Strategic Competition, Systemic Flux, and Policy Implications for Bharat
The post-1945 world order, now in its eighth decade, shows clear signs of having run its course. Rebalancing and multipolarity are reshaping hierarchies of power even as the operating environment becomes more interdependent, tech-centric, and borderless. A pandemic surpassing any in living memory, a conflict that jolted the most complacent continent and rippled globally, a power vacuum in Afghanistan, and both departures and reaffirmations in a volatile West Asia together mark a phase of overlapping strategic competitions—a disorder under the heavens requiring stamina, prudence, and adaptability.
For India, the cause-effect lessons are unambiguous. Tight connectivity magnifies shock and therefore compels risk-aware design. Efficiency-obsessed supply chains generate fragility; resilience requires domestic depth and diversified alliances. Digital acceleration and AI expand capability but also attack surface; governance must embed privacy and security by design. Vaccine inequity and geopolitical leverage underline the primacy of trust and transparency; strategic autonomy is best advanced through self-sufficiency in critical nodes, broader partnerships, and optionality across domains.

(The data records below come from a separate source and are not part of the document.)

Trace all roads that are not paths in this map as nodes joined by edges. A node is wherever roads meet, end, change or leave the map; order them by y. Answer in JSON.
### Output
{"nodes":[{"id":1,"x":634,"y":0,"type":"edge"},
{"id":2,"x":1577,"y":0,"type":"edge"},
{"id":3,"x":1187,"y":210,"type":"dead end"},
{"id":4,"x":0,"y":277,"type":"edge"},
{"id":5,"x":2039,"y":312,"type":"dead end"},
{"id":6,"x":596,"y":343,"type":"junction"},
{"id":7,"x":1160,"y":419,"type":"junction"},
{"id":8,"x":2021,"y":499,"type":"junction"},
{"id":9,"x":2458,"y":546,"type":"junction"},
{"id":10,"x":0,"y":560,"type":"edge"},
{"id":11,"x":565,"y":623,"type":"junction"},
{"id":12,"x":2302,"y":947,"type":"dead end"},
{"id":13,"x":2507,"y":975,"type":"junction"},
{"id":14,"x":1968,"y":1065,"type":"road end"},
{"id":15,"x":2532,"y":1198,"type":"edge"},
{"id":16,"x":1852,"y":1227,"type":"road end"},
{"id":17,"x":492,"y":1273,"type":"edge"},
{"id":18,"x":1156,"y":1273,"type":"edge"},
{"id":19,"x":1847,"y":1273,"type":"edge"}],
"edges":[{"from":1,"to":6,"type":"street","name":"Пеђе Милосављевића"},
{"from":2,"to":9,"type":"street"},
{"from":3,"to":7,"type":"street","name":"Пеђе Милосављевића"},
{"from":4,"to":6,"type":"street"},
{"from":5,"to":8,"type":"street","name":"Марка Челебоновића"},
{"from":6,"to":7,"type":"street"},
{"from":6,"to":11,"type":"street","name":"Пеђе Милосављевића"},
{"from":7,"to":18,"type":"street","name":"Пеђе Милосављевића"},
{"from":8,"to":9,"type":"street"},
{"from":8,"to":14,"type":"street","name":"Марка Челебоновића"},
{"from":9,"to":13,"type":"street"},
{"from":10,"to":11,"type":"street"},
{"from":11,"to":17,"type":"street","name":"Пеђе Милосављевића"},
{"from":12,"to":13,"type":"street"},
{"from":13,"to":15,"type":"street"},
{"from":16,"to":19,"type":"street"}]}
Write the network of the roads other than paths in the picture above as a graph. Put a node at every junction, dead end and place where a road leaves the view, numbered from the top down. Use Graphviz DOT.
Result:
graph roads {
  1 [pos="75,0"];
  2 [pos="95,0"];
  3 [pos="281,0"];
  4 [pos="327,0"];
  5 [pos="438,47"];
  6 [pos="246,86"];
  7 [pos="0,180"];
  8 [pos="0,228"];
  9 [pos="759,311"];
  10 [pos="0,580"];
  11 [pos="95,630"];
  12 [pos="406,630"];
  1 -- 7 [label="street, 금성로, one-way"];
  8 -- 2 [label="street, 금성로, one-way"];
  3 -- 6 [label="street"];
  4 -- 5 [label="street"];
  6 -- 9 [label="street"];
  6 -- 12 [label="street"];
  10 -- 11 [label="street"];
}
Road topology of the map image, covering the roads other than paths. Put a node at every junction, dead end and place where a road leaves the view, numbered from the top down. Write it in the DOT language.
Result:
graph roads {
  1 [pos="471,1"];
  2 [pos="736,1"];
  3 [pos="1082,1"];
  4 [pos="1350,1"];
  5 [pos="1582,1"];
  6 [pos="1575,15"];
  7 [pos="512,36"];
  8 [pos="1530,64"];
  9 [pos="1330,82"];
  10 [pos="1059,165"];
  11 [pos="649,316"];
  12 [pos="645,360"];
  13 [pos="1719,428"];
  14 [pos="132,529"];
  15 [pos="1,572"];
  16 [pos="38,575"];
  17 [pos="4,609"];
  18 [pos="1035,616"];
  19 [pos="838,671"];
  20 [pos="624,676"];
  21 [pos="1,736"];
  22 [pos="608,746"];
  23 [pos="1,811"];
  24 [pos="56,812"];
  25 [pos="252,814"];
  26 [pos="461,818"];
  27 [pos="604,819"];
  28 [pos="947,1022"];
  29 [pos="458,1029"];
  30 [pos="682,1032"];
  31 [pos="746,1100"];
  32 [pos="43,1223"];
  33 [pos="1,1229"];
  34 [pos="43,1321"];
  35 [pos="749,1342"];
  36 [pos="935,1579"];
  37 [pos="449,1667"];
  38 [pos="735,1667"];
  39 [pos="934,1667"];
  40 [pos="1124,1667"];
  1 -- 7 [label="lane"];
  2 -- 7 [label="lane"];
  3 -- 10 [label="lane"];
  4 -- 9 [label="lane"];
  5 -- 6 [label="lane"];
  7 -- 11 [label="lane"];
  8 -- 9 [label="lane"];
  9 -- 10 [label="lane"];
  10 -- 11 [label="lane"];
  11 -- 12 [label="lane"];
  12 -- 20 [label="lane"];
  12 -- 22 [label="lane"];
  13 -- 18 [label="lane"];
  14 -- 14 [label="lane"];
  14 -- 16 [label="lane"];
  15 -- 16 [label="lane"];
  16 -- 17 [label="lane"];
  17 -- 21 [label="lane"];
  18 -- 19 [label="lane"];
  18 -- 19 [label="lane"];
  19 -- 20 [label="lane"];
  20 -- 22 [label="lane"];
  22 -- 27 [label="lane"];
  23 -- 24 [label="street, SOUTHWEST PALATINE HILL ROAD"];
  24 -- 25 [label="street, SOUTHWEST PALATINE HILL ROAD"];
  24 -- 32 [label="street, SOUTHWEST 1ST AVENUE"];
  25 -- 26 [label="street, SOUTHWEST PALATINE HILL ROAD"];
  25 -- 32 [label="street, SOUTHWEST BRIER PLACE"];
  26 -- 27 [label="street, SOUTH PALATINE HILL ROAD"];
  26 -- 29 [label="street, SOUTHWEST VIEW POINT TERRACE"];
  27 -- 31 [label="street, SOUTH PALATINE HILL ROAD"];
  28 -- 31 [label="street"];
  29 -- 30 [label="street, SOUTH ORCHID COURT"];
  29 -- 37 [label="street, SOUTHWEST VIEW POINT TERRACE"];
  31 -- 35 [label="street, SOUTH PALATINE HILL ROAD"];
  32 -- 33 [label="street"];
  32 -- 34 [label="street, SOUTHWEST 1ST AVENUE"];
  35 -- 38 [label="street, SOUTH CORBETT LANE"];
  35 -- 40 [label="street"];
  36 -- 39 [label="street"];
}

Policy priorities flow from these insights:
– De-risk globalization by building resilient, transparent, and trusted supply chains with the United States, Japan, Australia, and the Quad, while advancing structured alignment with the EU through the Trade and Technology Council. Safeguard privacy and security across digital and AI ecosystems.
– Embed strategic direction into FTA choices and external economic engagements, aligning trade architecture with national security and technology goals; pursue calibrated self-reliance where vulnerabilities are acute and partnerships where scale, speed, and innovation require it.
– Lead and rally the Global South on equitable access to essentials—vaccines, food, fuel, and fertilizer—while maintaining principled stances that protect citizens’ interests. Project energy security policies as globally relevant public goods.
– Invest for a protracted era of multiple competitions: strengthen industrial and technological capabilities, deepen trusted partnerships, and advocate governance reforms that reflect an interdependent, tech-centric, multipolar world.
In sum, the post-Covid milieu ties together geopolitics and geoeconomics more tightly than before. For Bharat, strategic culture must internalize this fusion—treating pandemics as recurring systemic shocks, trust as a hard asset, and autonomy as a function of capacity, partnership, and choice.